═════ Entries shown

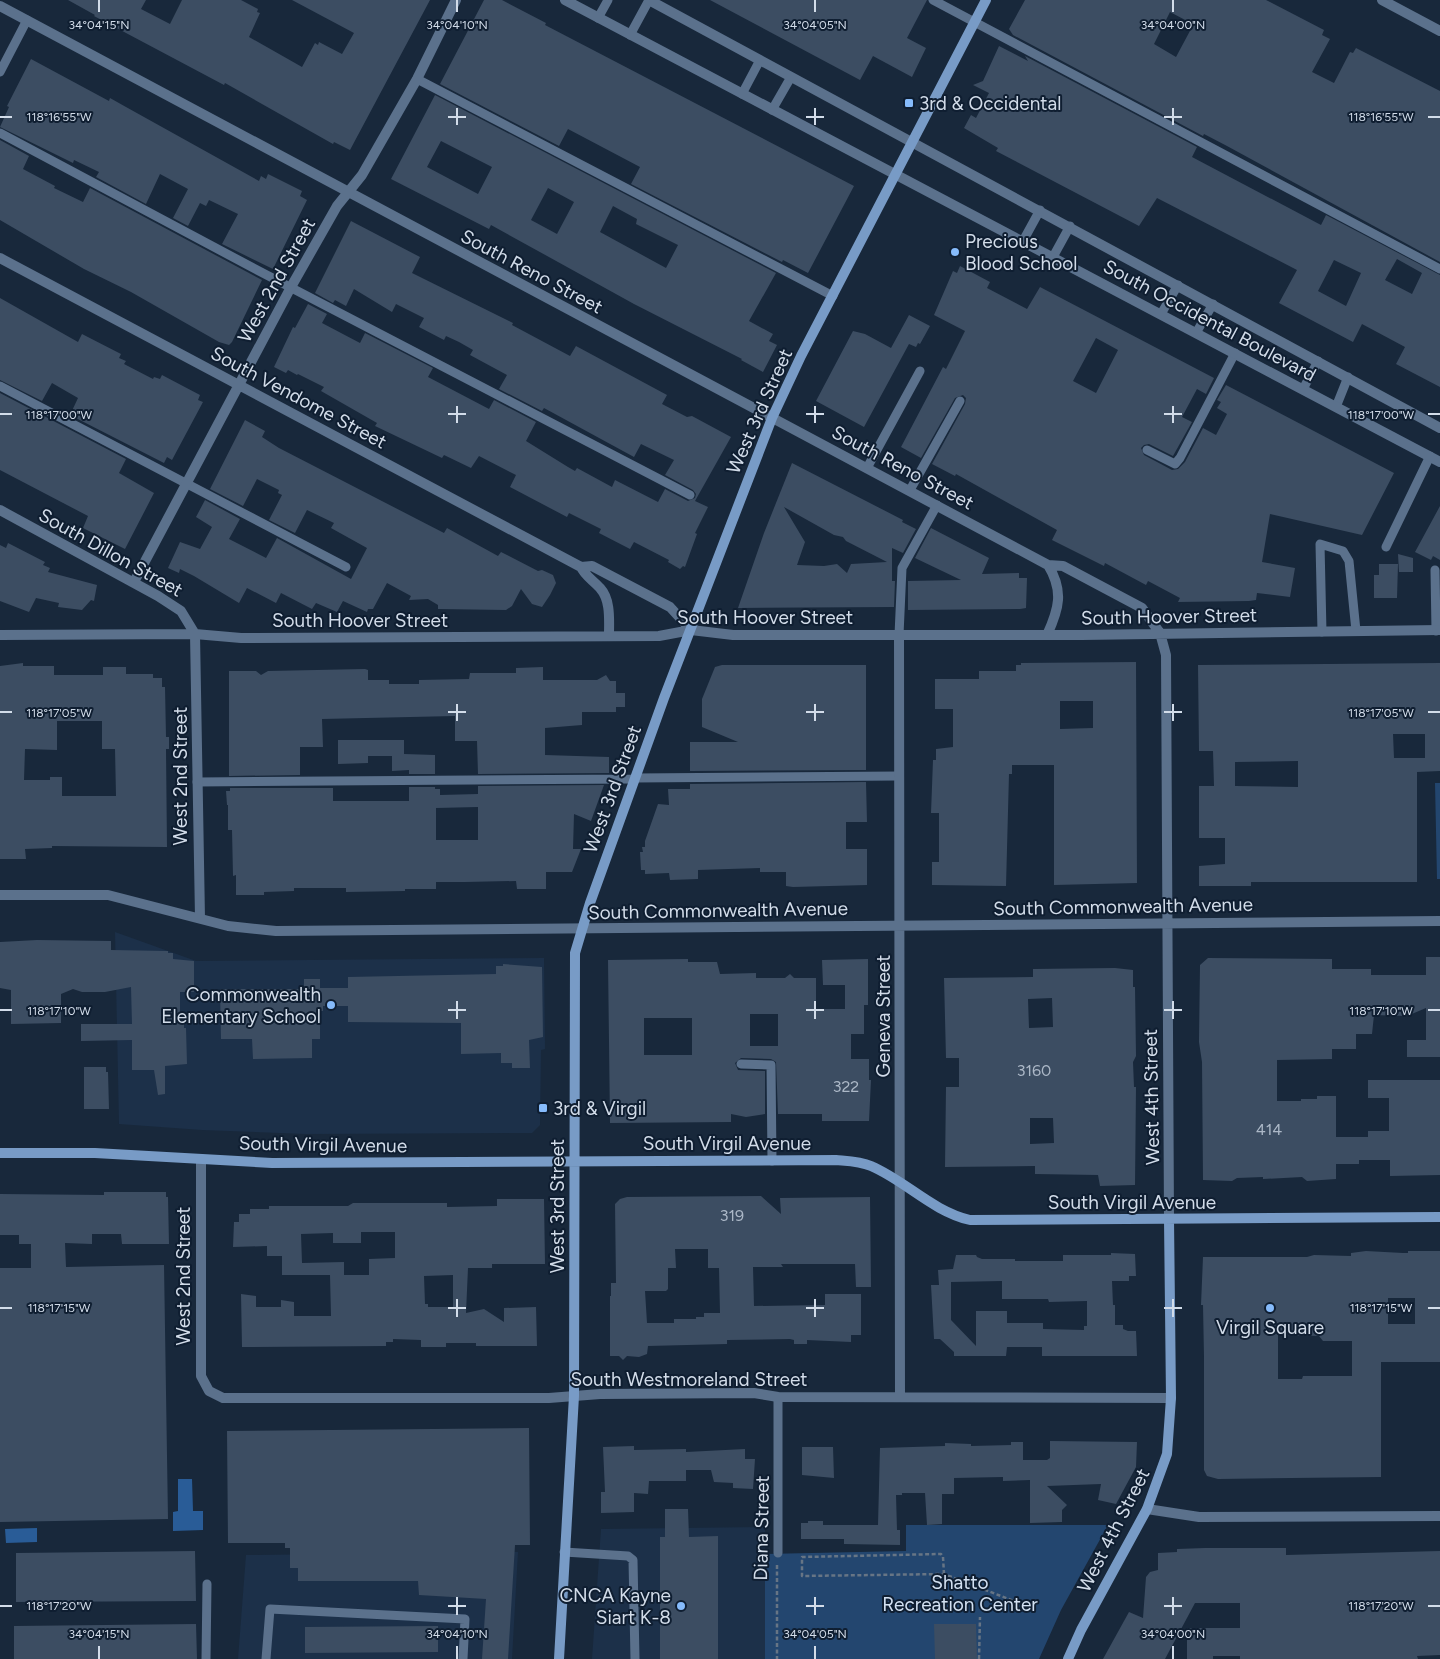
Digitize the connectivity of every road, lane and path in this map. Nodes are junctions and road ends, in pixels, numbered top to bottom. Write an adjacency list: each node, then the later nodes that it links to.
1 (456, 0): 17 (street, West 2nd Street)
2 (565, 0): 9 (street, South Occidental Boulevard)
3 (608, 0): 9 (lane)
4 (649, 0): 13 (lane); 14 (street, South Occidental Boulevard)
5 (933, 0): 11 (lane)
6 (986, 0): 11 (main road, West 3rd Street)
7 (1382, 0): 12 (street)
8 (0, 6): 10 (street, South Reno Street)
9 (598, 18): 13 (street, South Occidental Boulevard)
10 (27, 20): 15 (lane); 23 (street, South Reno Street)
11 (974, 22): 21 (main road, West 3rd Street); 29 (lane)
12 (1440, 31)
13 (630, 35): 18 (street, South Occidental Boulevard)
14 (760, 60): 16 (street, South Occidental Boulevard); 18 (lane)
15 (0, 72)
16 (790, 77): 19 (lane); 21 (street, South Occidental Boulevard)
17 (417, 79): 23 (street, West 2nd Street); 32 (lane)
18 (742, 94): 19 (street, South Occidental Boulevard)
19 (772, 110): 22 (street, South Occidental Boulevard)
20 (0, 133): 31 (lane)
21 (913, 142): 22 (main road, West 3rd Street); 24 (street, South Occidental Boulevard)
22 (895, 174): 26 (street, South Occidental Boulevard); 32 (main road, West 3rd Street)
23 (347, 193): 31 (street, West 2nd Street); 45 (street, South Reno Street)
24 (1040, 210): 25 (street, South Occidental Boulevard); 26 (lane)
25 (1070, 226): 27 (lane); 30 (street, South Occidental Boulevard)
26 (1023, 241): 27 (street, South Occidental Boulevard)
27 (1053, 257): 34 (street, South Occidental Boulevard)
28 (0, 258): 40 (street, South Vendome Street)
29 (1440, 269)
30 (1178, 285): 33 (street, South Occidental Boulevard); 34 (lane)
31 (290, 287): 40 (street, West 2nd Street); 53 (lane)
32 (832, 296): 45 (main road, West 3rd Street)
33 (1213, 304): 35 (lane); 37 (street, South Occidental Boulevard)
34 (1161, 314): 35 (street, South Occidental Boulevard)
35 (1196, 333): 36 (street, South Occidental Boulevard)
36 (1235, 353): 42 (street, South Occidental Boulevard); 47 (lane)
37 (1318, 361): 39 (street, South Occidental Boulevard); 42 (lane)
38 (920, 371): 50 (lane)
39 (1348, 377): 44 (lane); 46 (street, South Occidental Boulevard)
40 (239, 385): 51 (street, West 2nd Street); 58 (street, South Vendome Street)
41 (0, 386): 51 (lane)
42 (1303, 389): 44 (street, South Occidental Boulevard)
43 (960, 402): 52 (lane)
44 (1336, 407): 48 (street, South Occidental Boulevard)
45 (772, 418): 50 (street, South Reno Street); 62 (main road, West 3rd Street)
46 (1440, 428)
47 (1147, 450)
48 (1430, 456): 49 (street, South Occidental Boulevard); 56 (lane)
49 (1440, 462)
50 (867, 468): 52 (street, South Reno Street)
51 (187, 484): 59 (lane); 61 (street, West 2nd Street)
52 (910, 490): 54 (street, South Reno Street)
53 (690, 495)
54 (937, 505): 57 (street, South Reno Street); 70 (lane)
55 (0, 510): 61 (street, South Dillon Street)
56 (1386, 547)
57 (1048, 565): 66 (street, South Reno Street); 71 (street)
58 (581, 567): 62 (street); 69 (street)
59 (346, 568)
60 (1435, 570): 63 (lane)
61 (134, 582): 67 (street, South Dillon Street)
62 (691, 630): 69 (street, South Hoover Street); 70 (street, South Hoover Street); 73 (main road, West 3rd Street)
63 (1438, 630): 64 (street, South Hoover Street)
64 (1356, 631): 65 (street, South Hoover Street); 65 (lane)
65 (1322, 632): 66 (street, South Hoover Street)
66 (1160, 633): 71 (street, South Hoover Street); 78 (street, West 4th Street)
67 (196, 634): 68 (street, South Hoover Street); 69 (street, South Hoover Street); 74 (street, West 2nd Street)
68 (0, 635)
69 (609, 635)
70 (899, 635): 71 (street, South Hoover Street); 72 (street, Geneva Street)
71 (1047, 635)
72 (898, 776): 73 (lane); 79 (street, Geneva Street)
73 (634, 778): 74 (lane); 80 (main road, West 3rd Street)
74 (197, 782): 76 (street, West 2nd Street)
75 (0, 895): 76 (street, South Commonwealth Avenue)
76 (200, 918): 80 (street, South Commonwealth Avenue)
77 (1440, 920): 78 (street, South Commonwealth Avenue)
78 (1167, 922): 79 (street, South Commonwealth Avenue); 88 (street, West 4th Street)
79 (900, 926): 80 (street, South Commonwealth Avenue); 86 (street, Geneva Street)
80 (581, 929): 85 (main road, West 3rd Street)
81 (741, 1064): 84 (lane)
82 (0, 1153): 83 (main road, South Virgil Avenue)
83 (201, 1159): 85 (main road, South Virgil Avenue); 89 (street, West 2nd Street)
84 (772, 1161): 85 (main road, South Virgil Avenue); 86 (main road, South Virgil Avenue)
85 (574, 1162): 90 (main road, West 3rd Street)
86 (901, 1184): 88 (main road, South Virgil Avenue); 92 (street, Geneva Street)
87 (1440, 1217): 88 (main road, South Virgil Avenue)
88 (1169, 1219): 93 (main road, West 4th Street)
89 (209, 1392): 90 (street, South Westmoreland Street)
90 (574, 1396): 91 (street, South Westmoreland Street); 96 (main road, West 3rd Street)
91 (778, 1397): 92 (street, South Westmoreland Street); 97 (lane, Diana Street)
92 (900, 1397): 93 (street, South Westmoreland Street)
93 (1171, 1398): 94 (main road, West 4th Street)
94 (1148, 1509): 95 (street); 109 (main road, West 4th Street)
95 (1440, 1516)
96 (564, 1552): 105 (main road, West 3rd Street); 106 (lane)
97 (778, 1553): 107 (path, Diana Street)
98 (944, 1574): 98 (path); 100 (path)
99 (206, 1584): 102 (lane)
100 (1032, 1608)
101 (980, 1618): 108 (path)
102 (206, 1659)
103 (266, 1659): 104 (lane)
104 (463, 1659)
105 (559, 1659)
106 (635, 1659)
107 (777, 1659)
108 (979, 1659)
109 (1068, 1659)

══════════

If a line of the entries contains "Westmoreland", it counts; say how many such lines there are and give only the number.

**Reply to the task**
4